The French mathematician Michel Chasles introduced a related result, which is the subject of this painting. He considered two points on a conic section (such as an ellipse) that were both linked to the same four other points on the conic. He found that lines crossing both pencils of rays had the same cross ratio. Moreover, a conic section could be characterized by its cross ratio. This opened up an entirely different way of describing conic sections.
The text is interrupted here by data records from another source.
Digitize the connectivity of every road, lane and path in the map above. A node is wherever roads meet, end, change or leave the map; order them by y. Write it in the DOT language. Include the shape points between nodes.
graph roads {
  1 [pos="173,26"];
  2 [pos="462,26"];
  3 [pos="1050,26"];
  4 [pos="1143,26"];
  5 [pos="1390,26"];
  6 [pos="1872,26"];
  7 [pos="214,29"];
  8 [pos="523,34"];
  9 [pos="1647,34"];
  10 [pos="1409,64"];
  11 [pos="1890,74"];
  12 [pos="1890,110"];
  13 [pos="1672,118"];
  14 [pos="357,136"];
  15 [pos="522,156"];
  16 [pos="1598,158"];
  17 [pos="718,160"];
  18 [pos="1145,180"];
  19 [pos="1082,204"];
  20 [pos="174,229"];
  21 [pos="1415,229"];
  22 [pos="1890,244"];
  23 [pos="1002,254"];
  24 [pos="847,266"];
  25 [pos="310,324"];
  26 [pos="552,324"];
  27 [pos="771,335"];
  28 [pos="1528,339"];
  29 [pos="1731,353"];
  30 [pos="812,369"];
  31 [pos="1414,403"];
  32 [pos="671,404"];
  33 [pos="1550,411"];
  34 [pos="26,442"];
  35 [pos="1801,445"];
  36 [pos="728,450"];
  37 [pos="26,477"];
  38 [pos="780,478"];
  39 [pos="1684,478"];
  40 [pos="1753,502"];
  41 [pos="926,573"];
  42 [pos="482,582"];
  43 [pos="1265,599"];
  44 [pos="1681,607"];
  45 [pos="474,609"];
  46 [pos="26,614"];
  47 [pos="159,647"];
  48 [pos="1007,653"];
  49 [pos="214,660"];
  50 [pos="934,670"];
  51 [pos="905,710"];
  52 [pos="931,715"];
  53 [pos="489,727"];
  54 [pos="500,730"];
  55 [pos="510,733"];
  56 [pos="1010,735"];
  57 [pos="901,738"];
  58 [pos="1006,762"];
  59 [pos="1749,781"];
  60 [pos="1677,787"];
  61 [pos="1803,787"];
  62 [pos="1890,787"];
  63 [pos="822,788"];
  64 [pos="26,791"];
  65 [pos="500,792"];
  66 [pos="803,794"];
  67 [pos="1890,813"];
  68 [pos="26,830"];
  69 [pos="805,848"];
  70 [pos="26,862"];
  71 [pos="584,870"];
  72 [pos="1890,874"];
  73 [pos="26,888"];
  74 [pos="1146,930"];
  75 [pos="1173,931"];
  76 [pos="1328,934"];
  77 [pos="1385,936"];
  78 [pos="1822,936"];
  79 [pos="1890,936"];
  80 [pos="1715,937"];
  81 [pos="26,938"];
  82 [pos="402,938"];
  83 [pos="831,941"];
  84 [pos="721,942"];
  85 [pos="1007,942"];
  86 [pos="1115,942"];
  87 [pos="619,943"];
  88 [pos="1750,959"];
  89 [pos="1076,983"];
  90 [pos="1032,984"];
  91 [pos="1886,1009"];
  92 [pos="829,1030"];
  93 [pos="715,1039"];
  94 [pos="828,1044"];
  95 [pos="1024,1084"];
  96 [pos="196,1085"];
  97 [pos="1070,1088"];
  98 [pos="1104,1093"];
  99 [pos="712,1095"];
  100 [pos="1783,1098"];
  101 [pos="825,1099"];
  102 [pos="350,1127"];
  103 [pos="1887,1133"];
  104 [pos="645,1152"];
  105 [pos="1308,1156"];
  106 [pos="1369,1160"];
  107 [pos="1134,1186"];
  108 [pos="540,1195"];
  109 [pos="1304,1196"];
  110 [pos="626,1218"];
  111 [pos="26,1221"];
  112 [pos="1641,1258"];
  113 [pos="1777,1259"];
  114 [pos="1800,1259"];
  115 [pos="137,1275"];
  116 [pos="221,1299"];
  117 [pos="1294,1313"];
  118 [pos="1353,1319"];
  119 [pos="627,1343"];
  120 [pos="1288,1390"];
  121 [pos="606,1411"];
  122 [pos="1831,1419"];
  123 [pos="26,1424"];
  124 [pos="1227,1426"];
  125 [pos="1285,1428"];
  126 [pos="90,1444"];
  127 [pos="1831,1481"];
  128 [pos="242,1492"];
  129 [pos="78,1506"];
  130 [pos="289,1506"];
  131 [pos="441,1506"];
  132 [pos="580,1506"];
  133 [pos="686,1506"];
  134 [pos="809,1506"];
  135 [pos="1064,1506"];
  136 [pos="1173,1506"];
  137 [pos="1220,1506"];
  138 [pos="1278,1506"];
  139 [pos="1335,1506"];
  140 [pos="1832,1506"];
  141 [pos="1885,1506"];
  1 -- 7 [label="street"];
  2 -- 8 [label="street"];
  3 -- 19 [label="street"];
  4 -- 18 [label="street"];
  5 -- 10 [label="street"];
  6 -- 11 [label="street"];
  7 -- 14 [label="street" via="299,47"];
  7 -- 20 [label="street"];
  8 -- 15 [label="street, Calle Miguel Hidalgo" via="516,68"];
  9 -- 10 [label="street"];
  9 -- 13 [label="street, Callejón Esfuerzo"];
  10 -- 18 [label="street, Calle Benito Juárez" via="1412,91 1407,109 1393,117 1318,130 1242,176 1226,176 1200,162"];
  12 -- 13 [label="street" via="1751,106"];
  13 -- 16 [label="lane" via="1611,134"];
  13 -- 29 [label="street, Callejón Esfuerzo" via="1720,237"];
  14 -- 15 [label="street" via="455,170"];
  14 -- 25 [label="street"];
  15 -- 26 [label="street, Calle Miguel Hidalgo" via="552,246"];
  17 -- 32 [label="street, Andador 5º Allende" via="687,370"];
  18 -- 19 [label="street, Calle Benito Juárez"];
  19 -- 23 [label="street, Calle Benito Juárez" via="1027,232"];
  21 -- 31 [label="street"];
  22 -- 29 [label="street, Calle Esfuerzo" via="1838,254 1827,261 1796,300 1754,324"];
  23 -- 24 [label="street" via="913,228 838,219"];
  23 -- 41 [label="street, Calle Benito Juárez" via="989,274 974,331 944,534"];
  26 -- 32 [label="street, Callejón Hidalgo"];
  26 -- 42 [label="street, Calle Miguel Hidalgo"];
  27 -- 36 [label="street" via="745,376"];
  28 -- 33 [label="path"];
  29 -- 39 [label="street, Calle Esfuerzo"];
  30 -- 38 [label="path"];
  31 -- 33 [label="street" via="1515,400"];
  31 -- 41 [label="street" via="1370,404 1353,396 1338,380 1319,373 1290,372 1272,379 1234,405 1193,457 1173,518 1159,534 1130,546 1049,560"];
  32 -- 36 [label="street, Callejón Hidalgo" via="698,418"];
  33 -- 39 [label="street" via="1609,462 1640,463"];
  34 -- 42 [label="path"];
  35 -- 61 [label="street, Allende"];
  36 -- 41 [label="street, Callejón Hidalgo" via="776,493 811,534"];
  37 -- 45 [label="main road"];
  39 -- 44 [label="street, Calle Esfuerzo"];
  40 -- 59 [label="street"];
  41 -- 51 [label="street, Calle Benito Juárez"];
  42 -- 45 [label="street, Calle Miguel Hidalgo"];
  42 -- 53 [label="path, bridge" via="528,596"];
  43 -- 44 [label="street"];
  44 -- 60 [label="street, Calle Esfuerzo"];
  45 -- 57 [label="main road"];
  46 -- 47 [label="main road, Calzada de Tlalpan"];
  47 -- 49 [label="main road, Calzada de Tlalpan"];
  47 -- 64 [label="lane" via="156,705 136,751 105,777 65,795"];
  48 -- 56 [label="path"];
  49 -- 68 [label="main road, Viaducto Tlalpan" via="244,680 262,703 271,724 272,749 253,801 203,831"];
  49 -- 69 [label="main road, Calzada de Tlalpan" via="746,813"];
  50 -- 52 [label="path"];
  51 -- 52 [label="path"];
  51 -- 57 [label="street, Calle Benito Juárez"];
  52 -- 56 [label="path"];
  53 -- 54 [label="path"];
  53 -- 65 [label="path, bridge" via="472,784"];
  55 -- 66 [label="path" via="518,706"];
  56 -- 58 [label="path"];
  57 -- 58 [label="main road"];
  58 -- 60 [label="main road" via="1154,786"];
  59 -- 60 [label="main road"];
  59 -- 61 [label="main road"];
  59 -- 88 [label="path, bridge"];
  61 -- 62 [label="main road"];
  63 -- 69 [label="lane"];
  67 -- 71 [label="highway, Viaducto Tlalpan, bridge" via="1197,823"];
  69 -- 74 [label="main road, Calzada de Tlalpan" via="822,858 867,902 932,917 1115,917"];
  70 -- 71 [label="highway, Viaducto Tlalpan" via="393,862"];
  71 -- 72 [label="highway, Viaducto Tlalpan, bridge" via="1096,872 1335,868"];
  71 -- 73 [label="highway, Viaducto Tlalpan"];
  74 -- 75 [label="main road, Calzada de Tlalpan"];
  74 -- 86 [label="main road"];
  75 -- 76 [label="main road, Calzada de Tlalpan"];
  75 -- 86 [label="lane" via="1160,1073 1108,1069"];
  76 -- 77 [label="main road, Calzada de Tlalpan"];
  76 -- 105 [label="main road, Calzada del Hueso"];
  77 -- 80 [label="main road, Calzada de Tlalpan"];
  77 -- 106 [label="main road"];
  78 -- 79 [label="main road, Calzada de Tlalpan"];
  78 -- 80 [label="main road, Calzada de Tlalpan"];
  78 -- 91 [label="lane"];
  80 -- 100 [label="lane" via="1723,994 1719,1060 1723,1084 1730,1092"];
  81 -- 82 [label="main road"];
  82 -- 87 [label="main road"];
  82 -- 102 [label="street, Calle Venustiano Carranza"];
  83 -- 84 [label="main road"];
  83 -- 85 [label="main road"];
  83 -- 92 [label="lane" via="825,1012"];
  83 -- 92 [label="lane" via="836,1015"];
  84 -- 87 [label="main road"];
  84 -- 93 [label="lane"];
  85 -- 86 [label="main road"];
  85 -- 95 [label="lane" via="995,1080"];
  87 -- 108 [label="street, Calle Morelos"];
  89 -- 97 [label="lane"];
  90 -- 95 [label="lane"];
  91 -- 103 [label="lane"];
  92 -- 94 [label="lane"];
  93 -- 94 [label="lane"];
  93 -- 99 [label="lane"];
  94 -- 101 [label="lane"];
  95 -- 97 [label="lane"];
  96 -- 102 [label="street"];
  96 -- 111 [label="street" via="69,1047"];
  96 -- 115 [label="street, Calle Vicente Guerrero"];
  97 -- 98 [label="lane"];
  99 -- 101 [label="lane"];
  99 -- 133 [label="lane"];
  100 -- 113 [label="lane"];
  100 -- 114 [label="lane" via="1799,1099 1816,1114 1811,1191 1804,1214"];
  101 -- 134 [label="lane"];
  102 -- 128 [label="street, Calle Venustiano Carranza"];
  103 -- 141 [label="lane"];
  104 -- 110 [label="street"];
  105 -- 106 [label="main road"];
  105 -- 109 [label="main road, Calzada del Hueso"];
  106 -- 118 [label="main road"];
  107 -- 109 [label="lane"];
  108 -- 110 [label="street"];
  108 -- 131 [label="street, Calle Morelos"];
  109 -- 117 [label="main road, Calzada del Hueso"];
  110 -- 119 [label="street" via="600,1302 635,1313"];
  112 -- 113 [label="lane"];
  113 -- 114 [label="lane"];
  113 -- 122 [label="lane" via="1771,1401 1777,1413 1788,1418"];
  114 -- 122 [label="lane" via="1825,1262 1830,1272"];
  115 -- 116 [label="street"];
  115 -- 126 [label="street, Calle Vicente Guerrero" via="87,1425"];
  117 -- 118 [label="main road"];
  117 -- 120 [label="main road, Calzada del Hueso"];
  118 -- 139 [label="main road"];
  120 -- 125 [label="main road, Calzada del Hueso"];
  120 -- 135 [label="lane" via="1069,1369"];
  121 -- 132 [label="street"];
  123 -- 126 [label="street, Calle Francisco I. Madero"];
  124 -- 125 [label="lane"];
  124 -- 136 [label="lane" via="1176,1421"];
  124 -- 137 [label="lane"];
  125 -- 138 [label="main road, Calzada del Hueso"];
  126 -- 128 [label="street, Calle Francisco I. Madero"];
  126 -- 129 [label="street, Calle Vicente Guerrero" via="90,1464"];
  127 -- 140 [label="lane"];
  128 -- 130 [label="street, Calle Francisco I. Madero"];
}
Crockett Johnson associated this painting with both Chasles and another French advocate of projective geometry, Victor Poncelet.
The painting, in oil or acrylic on masonite, is #69 in the series. It has a dark gray or blue background and a black wooden frame. It shows a white ellipse, two points on the ellipse (on the left side of the painting), and two pencils of lines that produce the same cross ratio. The painting is not signed. It is inscribed on the back, in Crockett Johnson’s hand: CROSS RATIO IN AN ELLIPSE (PONCELET) (/) Crockett Johnson 1968. Compare #21 (1979.1093.15).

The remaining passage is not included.